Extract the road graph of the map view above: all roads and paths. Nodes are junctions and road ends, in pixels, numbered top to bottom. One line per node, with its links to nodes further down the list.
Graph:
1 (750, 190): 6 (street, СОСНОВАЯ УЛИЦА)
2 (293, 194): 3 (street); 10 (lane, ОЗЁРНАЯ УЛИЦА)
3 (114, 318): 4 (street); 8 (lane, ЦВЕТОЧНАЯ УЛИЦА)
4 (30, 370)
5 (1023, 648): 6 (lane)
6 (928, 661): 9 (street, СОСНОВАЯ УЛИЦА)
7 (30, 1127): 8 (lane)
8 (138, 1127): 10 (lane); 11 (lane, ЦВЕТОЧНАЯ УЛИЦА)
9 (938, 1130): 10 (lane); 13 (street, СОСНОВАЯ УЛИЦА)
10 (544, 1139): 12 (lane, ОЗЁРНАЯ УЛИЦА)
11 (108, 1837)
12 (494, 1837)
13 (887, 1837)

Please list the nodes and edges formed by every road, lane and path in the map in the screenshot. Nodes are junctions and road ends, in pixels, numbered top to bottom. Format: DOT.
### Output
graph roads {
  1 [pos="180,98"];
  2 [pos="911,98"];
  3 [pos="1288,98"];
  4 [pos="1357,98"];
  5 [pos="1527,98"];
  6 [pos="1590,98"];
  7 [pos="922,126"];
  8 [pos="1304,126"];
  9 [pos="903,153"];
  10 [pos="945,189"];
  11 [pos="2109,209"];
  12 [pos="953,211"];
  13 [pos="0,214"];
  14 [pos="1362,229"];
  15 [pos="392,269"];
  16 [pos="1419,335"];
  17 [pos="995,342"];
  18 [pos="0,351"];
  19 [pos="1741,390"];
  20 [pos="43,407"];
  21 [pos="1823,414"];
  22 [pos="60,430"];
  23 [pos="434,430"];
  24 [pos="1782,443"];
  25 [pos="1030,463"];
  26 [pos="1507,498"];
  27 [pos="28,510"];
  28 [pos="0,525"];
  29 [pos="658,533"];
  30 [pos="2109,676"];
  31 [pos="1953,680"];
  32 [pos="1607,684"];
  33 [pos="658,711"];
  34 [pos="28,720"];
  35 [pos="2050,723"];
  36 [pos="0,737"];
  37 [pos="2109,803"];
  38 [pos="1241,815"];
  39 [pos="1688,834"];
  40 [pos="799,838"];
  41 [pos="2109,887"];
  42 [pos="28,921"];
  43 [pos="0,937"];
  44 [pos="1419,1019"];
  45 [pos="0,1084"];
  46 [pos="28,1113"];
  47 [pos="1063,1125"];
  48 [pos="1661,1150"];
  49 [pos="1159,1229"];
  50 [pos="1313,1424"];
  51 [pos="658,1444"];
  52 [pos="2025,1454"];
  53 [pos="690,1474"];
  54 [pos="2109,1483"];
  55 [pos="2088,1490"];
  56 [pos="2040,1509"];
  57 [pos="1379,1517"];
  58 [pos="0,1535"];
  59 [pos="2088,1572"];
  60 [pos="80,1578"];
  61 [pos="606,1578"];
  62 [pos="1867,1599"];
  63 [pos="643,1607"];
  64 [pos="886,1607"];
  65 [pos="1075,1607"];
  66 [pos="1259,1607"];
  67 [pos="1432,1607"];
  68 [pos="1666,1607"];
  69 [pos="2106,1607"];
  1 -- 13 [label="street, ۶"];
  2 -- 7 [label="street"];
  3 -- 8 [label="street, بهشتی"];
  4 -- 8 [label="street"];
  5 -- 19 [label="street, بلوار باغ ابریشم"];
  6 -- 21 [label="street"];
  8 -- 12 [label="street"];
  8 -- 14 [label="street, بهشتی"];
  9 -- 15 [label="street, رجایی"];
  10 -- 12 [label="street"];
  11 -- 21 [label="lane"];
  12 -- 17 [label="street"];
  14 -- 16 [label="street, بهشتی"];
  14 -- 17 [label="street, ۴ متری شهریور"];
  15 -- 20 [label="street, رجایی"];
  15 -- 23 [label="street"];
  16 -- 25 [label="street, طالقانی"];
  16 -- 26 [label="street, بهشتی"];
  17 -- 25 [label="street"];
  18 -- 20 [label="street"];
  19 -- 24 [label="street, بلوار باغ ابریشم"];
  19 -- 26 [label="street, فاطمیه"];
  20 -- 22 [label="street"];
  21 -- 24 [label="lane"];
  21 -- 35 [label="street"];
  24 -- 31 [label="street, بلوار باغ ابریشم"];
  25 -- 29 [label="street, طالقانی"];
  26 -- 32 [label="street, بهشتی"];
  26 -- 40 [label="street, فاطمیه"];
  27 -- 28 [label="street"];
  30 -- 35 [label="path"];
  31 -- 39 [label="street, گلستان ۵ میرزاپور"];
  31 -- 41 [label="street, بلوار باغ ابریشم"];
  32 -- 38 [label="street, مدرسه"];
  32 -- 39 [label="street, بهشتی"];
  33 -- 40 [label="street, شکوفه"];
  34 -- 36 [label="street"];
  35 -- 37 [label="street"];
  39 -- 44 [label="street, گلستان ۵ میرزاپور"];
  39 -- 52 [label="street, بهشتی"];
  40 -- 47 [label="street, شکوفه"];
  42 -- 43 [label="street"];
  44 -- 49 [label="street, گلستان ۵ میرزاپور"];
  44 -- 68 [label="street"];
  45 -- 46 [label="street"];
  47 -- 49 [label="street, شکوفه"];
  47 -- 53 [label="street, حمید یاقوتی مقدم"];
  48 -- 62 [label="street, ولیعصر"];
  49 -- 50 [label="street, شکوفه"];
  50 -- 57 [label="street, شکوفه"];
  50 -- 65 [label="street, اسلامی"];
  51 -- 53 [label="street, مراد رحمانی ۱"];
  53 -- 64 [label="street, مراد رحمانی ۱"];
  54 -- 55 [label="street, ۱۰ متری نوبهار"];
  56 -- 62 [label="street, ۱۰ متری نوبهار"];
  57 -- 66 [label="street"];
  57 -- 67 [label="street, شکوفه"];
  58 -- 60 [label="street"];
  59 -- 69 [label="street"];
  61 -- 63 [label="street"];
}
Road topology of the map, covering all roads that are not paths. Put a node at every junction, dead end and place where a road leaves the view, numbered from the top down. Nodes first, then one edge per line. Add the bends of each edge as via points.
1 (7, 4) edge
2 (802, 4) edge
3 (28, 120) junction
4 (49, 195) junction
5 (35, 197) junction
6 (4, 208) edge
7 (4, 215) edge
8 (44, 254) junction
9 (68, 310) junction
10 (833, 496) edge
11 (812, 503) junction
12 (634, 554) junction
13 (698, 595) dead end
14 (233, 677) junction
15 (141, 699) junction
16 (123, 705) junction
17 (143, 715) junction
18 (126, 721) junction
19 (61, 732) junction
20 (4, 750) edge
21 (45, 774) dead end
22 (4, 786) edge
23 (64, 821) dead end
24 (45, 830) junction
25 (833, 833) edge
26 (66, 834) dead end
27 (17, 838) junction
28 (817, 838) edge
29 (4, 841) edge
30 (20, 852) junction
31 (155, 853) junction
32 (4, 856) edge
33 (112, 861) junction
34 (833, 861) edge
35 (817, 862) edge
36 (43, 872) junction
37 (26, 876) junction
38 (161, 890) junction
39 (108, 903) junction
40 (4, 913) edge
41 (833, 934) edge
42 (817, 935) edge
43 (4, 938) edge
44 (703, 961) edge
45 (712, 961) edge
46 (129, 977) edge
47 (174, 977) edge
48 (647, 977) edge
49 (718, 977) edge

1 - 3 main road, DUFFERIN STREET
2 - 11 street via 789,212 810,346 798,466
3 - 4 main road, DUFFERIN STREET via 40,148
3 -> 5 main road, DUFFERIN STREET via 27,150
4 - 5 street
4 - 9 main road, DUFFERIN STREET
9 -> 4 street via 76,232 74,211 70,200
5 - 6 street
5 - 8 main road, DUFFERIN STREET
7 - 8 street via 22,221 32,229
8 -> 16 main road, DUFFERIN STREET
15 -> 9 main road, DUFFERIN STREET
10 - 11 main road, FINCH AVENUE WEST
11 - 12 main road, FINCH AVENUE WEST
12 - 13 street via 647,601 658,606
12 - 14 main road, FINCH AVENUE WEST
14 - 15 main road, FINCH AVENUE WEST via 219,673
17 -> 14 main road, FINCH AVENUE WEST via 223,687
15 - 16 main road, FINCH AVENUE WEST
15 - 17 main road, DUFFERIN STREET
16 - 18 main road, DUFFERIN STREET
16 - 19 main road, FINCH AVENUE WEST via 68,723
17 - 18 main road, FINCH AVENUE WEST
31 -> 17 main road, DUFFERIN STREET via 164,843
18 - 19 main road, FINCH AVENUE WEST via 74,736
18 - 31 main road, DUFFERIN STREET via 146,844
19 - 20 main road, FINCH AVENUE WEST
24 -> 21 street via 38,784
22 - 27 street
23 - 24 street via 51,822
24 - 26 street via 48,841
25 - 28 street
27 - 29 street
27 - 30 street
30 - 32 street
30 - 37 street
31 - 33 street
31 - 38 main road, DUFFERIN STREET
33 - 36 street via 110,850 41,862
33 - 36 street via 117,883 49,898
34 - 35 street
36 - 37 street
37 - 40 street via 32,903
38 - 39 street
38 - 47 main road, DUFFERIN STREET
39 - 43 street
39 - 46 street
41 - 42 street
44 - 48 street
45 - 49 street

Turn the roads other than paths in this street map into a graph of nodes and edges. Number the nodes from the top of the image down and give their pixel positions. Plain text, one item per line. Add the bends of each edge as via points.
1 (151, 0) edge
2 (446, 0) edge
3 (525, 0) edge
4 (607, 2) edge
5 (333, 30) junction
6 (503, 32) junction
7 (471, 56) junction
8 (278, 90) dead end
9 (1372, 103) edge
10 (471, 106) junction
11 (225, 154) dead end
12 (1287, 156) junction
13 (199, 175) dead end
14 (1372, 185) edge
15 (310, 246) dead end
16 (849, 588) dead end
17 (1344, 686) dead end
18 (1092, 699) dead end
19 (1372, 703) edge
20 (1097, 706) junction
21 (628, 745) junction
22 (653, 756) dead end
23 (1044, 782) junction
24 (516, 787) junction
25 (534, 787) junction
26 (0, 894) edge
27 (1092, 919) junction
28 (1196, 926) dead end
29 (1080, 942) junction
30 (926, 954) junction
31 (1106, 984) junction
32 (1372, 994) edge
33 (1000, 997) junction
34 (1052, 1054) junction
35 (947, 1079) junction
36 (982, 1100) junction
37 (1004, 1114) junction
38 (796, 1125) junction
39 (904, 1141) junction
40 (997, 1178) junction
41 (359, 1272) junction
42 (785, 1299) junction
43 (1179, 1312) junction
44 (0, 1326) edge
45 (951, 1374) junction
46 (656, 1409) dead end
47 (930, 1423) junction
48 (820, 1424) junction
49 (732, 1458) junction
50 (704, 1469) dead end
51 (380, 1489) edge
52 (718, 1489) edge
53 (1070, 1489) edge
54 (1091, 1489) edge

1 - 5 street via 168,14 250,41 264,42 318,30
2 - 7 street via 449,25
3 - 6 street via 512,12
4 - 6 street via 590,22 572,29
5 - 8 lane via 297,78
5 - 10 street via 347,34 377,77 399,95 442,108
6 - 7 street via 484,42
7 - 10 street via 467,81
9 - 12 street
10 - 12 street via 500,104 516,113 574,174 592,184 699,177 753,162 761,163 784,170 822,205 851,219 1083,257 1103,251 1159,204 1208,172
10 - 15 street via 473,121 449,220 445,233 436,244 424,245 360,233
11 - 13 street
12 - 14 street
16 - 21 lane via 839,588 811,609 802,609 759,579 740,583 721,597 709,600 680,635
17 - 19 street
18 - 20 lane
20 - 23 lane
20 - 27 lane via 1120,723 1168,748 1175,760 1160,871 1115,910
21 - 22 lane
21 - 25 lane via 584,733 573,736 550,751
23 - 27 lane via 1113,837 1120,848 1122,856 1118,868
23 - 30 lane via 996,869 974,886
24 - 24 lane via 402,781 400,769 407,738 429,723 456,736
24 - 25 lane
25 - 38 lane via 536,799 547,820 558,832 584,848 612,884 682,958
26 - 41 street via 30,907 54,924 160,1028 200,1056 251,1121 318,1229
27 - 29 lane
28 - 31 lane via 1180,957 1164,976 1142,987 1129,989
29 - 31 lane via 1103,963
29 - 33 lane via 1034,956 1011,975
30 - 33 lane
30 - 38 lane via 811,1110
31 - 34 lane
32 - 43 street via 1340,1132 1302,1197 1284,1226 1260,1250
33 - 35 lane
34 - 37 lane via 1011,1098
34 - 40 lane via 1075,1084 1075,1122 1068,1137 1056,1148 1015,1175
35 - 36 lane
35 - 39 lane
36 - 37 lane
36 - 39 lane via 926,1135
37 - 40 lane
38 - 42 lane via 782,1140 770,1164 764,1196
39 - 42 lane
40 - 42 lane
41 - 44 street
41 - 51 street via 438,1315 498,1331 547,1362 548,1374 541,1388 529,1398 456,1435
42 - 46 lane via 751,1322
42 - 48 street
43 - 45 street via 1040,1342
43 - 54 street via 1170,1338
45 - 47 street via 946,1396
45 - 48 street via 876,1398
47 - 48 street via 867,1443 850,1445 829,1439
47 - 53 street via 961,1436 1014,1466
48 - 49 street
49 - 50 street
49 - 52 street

● **PROBLEM REQUIREMENTS**: Would you print exactly the lines from the first line of the entries above through the line that has "Please list the", both included, and stop there?

● **FINAL ANSWER**:
Extract the road graph of the map view above: all roads and paths. Nodes are junctions and road ends, in pixels, numbered top to bottom. One line per node, with its links to nodes further down the list.
Graph:
1 (750, 190): 6 (street, СОСНОВАЯ УЛИЦА)
2 (293, 194): 3 (street); 10 (lane, ОЗЁРНАЯ УЛИЦА)
3 (114, 318): 4 (street); 8 (lane, ЦВЕТОЧНАЯ УЛИЦА)
4 (30, 370)
5 (1023, 648): 6 (lane)
6 (928, 661): 9 (street, СОСНОВАЯ УЛИЦА)
7 (30, 1127): 8 (lane)
8 (138, 1127): 10 (lane); 11 (lane, ЦВЕТОЧНАЯ УЛИЦА)
9 (938, 1130): 10 (lane); 13 (street, СОСНОВАЯ УЛИЦА)
10 (544, 1139): 12 (lane, ОЗЁРНАЯ УЛИЦА)
11 (108, 1837)
12 (494, 1837)
13 (887, 1837)

Please list the nodes and edges formed by every road, lane and path in the map in the screenshot. Nodes are junctions and road ends, in pixels, numbered top to bottom. Format: DOT.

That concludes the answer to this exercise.